Long-term follow-up results from the phase 3 VIALE-A trial demonstrate sustained overall survival (OS) benefit with venetoclax in combination with azacitidine for patients with acute myeloid leukemia (AML) ineligible for intensive chemotherapy, compared to a placebo plus azacitidine, according to data presented at the 2022 American Society of Hematology (ASH) Annual Meeting & Exposition.

These findings were presented by lead author, Keith W. Pratz, MD, Division of Hematology and Oncology, Abramson Cancer Center University of Pennsylvania, Philadelphia, and include 360 survival events with an additional 2 years of follow-up, after 100% occurrence of pre-planned survival events. Previous reports from VIALE-A showed the trial met statistical significance for its primary end point of OS at the 75% OS interim analysis in March 2020, with 270 OS events.

VIALE-A included 431 patients with confirmed AML who were previously untreated and ineligible for intensive therapy. Patients were randomly assigned in a 2:1 ratio to receive azacitidine plus either venetoclax (n = 286) or placebo (n = 145). Azacitidine was administered at a standard dose of 75 mg/m² subcutaneously or intravenously on days 1 to 7 of every 28-day cycle. Venetoclax was administered at 400 mg after a 3-day ramp-up to reach the target dose in cycle 1 or a matching placebo orally, once daily, in 28-day cycles.
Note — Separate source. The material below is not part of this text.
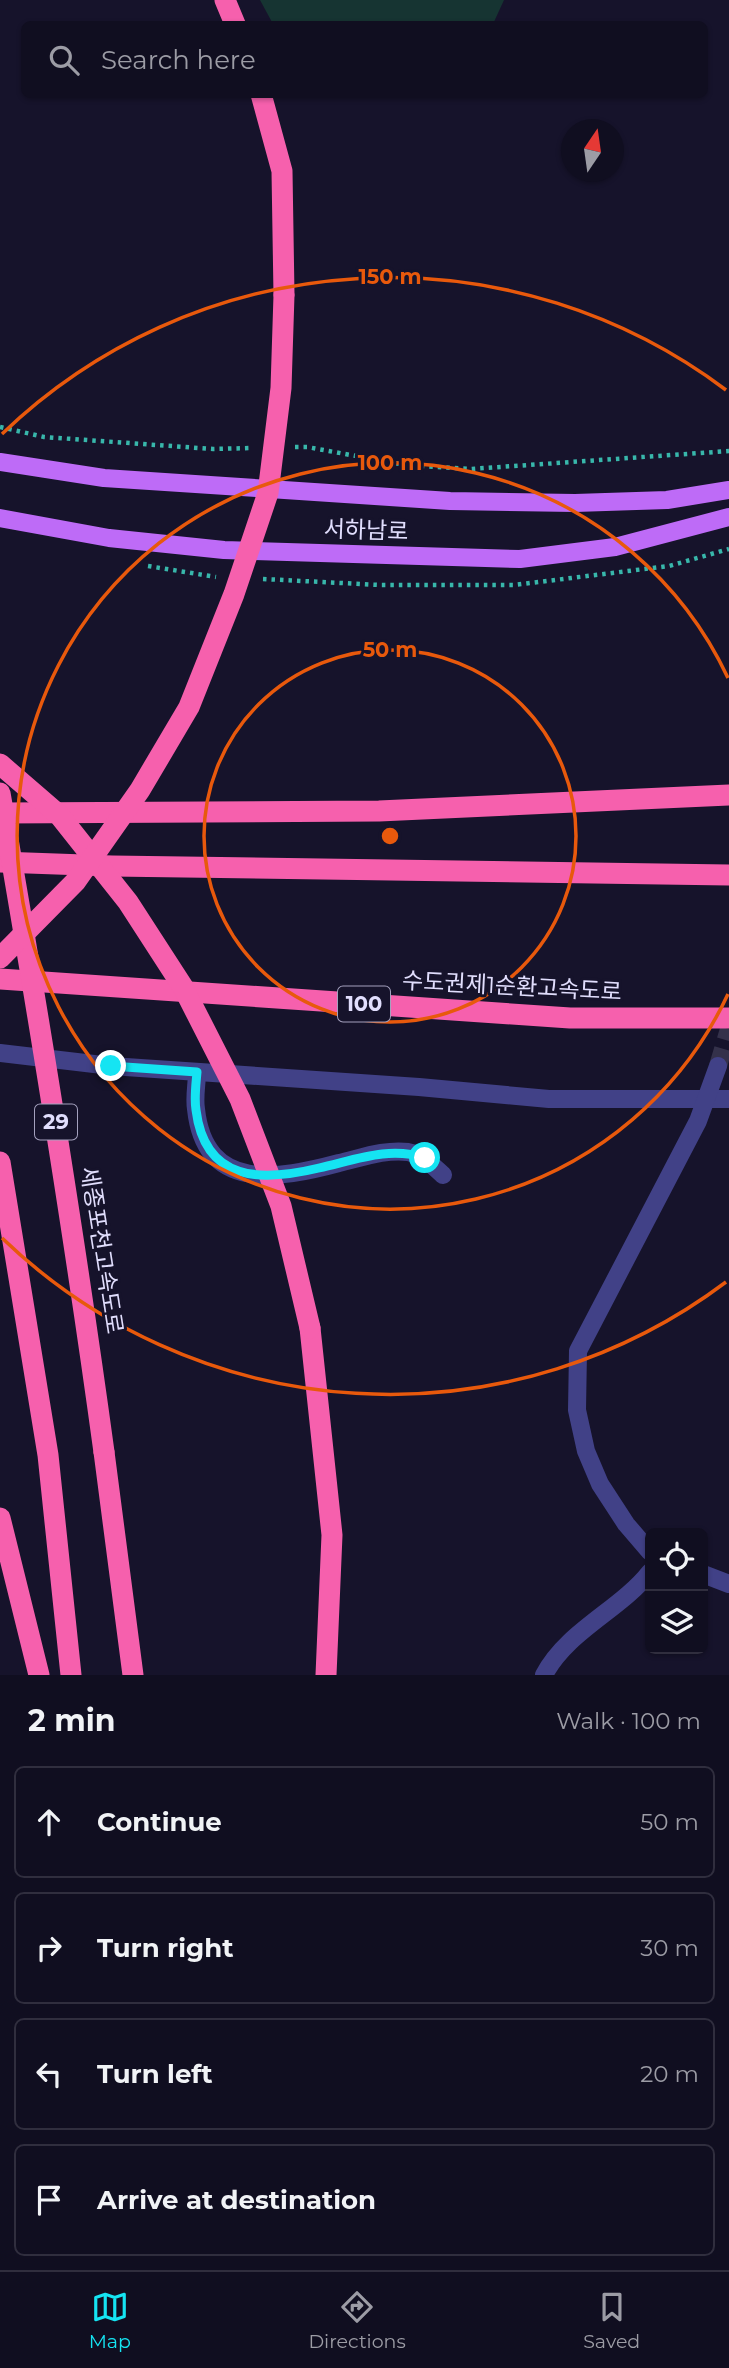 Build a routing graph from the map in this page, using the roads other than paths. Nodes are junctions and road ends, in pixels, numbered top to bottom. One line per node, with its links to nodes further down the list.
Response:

OS was also explored in groups of patients with molecular abnormalities of interest, which  included FLT-3, observed in 14.1% of patients receiving venetoclax-azacitidine, IDH1/2, observed in 24.9% of patients, TP53, observed in 23.3% of patients and NPM1, observed in 16.6% of patients.

With a median follow-up of 43.2 months, the median OS was 14.7 months (95% confidence interval [CI], 12.1 to 18.7) in the venetoclax-azacitidine group and 9.6 months (95% CI, 7.4 to 12.7) in the placebo-azacitidine group (hazard ratio [HR], 0.58; 95% CI, 0.47 to 0.72; nominal P <.001), maintaining the survival benefit since the interim analysis in the overall population. At data cut-off, 49 patients remained on the study (48 in the venetoclax-azacitidine group and 1 in the placebo-azacitidine group).

In patients with measurable residual disease (MRD) <10^-3 who had achieved a complete remission (CR) or CR with incomplete hematologic recovery (CRi), median OS was reached at 34.2 months (95% CI, 27.7 to 44) in the venetoclax-azacitidine group (n = 69) and 25 months (95% CI, 7 to 39.8) in the placebo-azacitidine group (n = 11). In patients with MRD >10^-3 who achieved a CR or CRi, median OS was 18.7 months (95% CI, 12.9 to 23.5) in the venetoclax-azacitidine group (n = 96) and 15.1 months (95% CI, 7.4 to 26.1) in the placebo-azacitidine group (n = 24).

In the IDH1/2 subgroup, median OS was reached at final analysis with a median OS of  19.9 months (95% CI, 12.2 to 27.7) in the venetoclax-azacitidine group and 6.2 months (95% CI, 2.3 to 12.7) in the placebo-azacitidine group (HR, 0.314; 95% CI, 0.189 to 0.522; P <.001).

Overall, safety profiles were comparable between the 2 groups. The most common treatment-emergent adverse events (AEs) of any grade, occurring in ≥20% of patients, included nausea (44.5% in the venetoclax-azacitidine group vs 36.8% in the placebo-azacitidine group), diarrhea (45.2% vs 34%), and constipation (43.8% vs 39.6%). Grade ≥3 AEs, occurring in ≥10% of patients, included thrombocytopenia (45.9% vs 39.6%), neutropenia (42.8% vs 28.5%), and febrile neutropenia (42.8% vs 18.8%). Serious AEs occurred in 85.1% of patients in the venetoclax-azacitidine group and 77.1% of those in the placebo-azacitidine group.

“The VIALE-A 2-year follow-up analysis confirms the long-term survival benefit for patients treated with [venetoclax-azacitidine], with no new safety findings,” Dr Pratz and colleagues concluded.

Source:

Pratz K, Jonas B, Pullarkat V, et al. Long-Term Follow-up of the Phase 3 Viale-a Clinical Trial of Venetoclax Plus Azacitidine for Patients with Untreated Acute Myeloid Leukemia Ineligible for Intensive Chemotherapy. Presented at the ASH Annual Meeting & Exposition; December 10-13, 2022; New Orleans, LA, and virtual. Abstract 219.